■ Material for the task ■

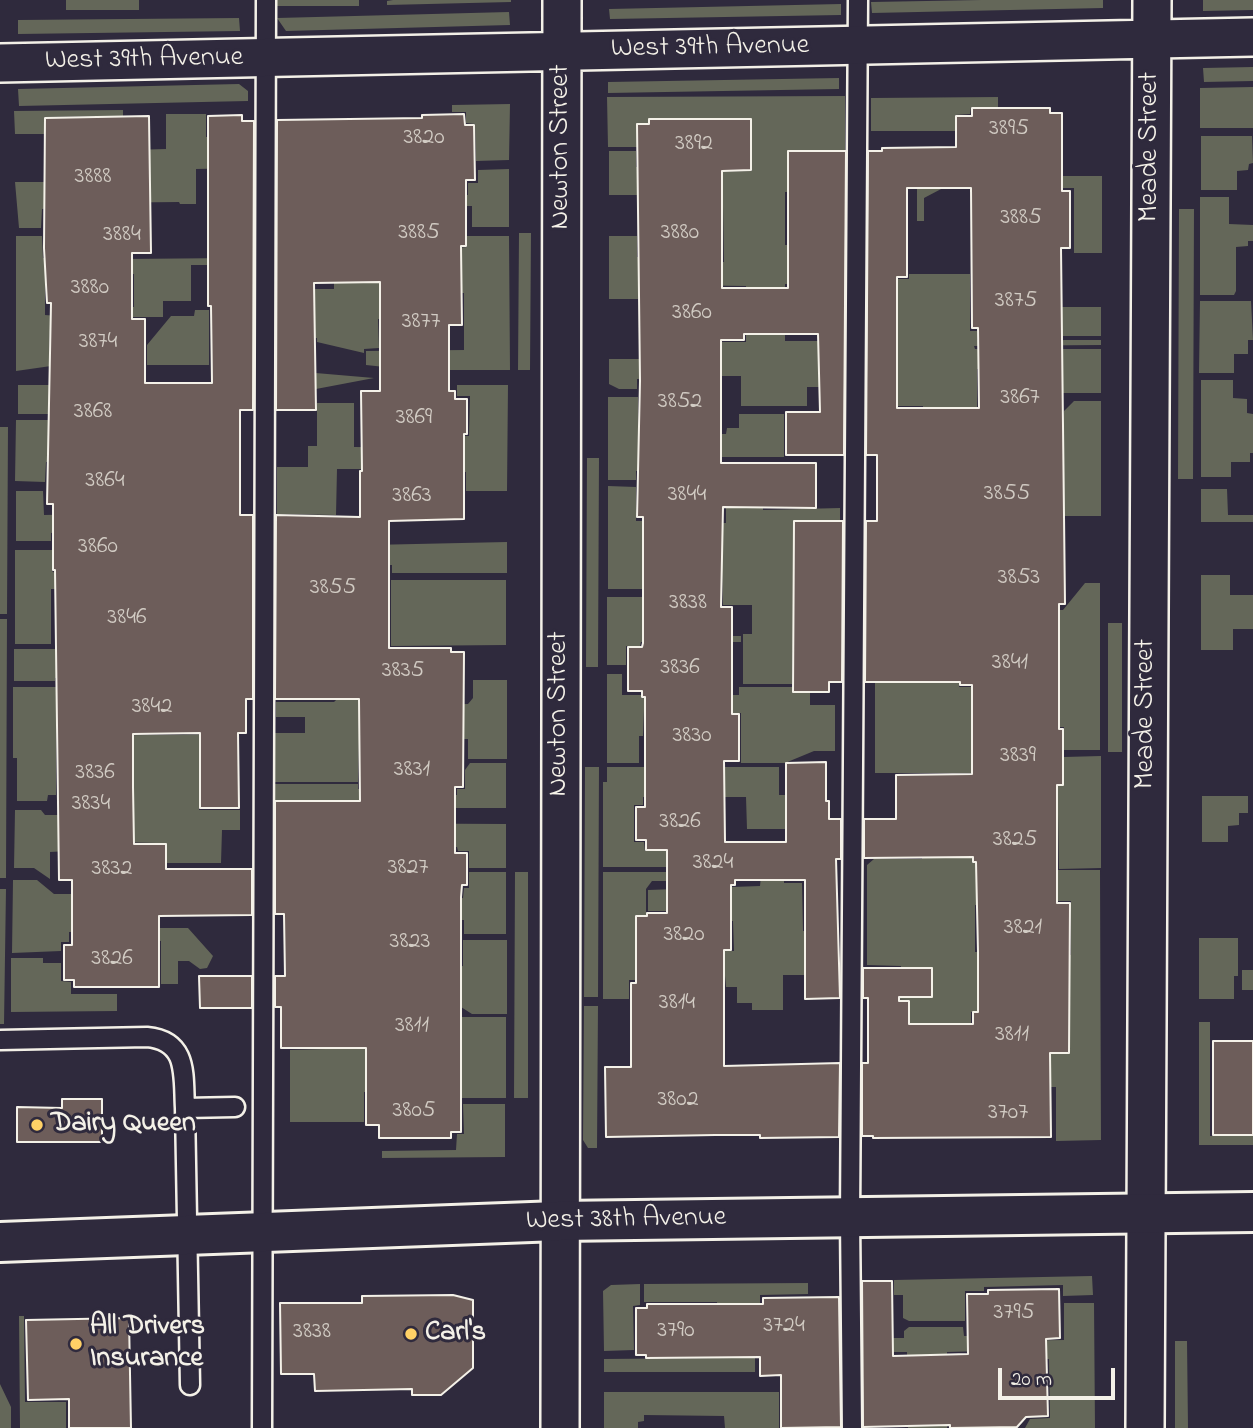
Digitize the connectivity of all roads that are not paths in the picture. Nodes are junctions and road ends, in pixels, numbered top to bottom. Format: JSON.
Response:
{"nodes":[{"id":1,"x":266,"y":0,"type":"edge"},
{"id":2,"x":562,"y":0,"type":"edge"},
{"id":3,"x":858,"y":0,"type":"edge"},
{"id":4,"x":1152,"y":0,"type":"edge"},
{"id":5,"x":1253,"y":37,"type":"edge"},
{"id":6,"x":1152,"y":39,"type":"junction"},
{"id":7,"x":858,"y":46,"type":"junction"},
{"id":8,"x":562,"y":51,"type":"junction"},
{"id":9,"x":266,"y":58,"type":"junction"},
{"id":10,"x":0,"y":64,"type":"edge"},
{"id":11,"x":0,"y":1040,"type":"edge"},
{"id":12,"x":235,"y":1107,"type":"dead end"},
{"id":13,"x":185,"y":1108,"type":"junction"},
{"id":14,"x":1253,"y":1212,"type":"edge"},
{"id":15,"x":1144,"y":1214,"type":"junction"},
{"id":16,"x":850,"y":1217,"type":"junction"},
{"id":17,"x":558,"y":1221,"type":"junction"},
{"id":18,"x":261,"y":1233,"type":"junction"},
{"id":19,"x":188,"y":1235,"type":"junction"},
{"id":20,"x":0,"y":1242,"type":"edge"},
{"id":21,"x":190,"y":1385,"type":"dead end"},
{"id":22,"x":262,"y":1428,"type":"edge"},
{"id":23,"x":559,"y":1428,"type":"edge"},
{"id":24,"x":852,"y":1428,"type":"edge"},
{"id":25,"x":1145,"y":1428,"type":"edge"}],
"edges":[{"from":1,"to":9,"type":"lane"},
{"from":2,"to":8,"type":"street","name":"Newton Street"},
{"from":3,"to":7,"type":"lane"},
{"from":4,"to":6,"type":"street","name":"Meade Street"},
{"from":5,"to":6,"type":"street","name":"West 39th Avenue"},
{"from":6,"to":7,"type":"street","name":"West 39th Avenue"},
{"from":6,"to":15,"type":"street","name":"Meade Street"},
{"from":7,"to":8,"type":"street","name":"West 39th Avenue"},
{"from":7,"to":16,"type":"lane"},
{"from":8,"to":9,"type":"street","name":"West 39th Avenue"},
{"from":8,"to":17,"type":"street","name":"Newton Street"},
{"from":9,"to":10,"type":"street","name":"West 39th Avenue"},
{"from":9,"to":18,"type":"lane"},
{"from":11,"to":13,"type":"lane"},
{"from":12,"to":13,"type":"lane"},
{"from":13,"to":19,"type":"lane"},
{"from":14,"to":15,"type":"main road","name":"West 38th Avenue"},
{"from":15,"to":16,"type":"main road","name":"West 38th Avenue"},
{"from":15,"to":25,"type":"street","name":"Meade Street"},
{"from":16,"to":17,"type":"main road","name":"West 38th Avenue"},
{"from":16,"to":24,"type":"lane"},
{"from":17,"to":18,"type":"main road","name":"West 38th Avenue"},
{"from":17,"to":23,"type":"street","name":"Newton Street"},
{"from":18,"to":19,"type":"main road","name":"West 38th Avenue"},
{"from":18,"to":22,"type":"lane"},
{"from":19,"to":20,"type":"main road","name":"West 38th Avenue"},
{"from":19,"to":21,"type":"lane"}]}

■ Instructions to follow ■
Nothing but a number is wanted here: the count of lines in the listing with the word "Meade".

■ Solution to this problem ■
3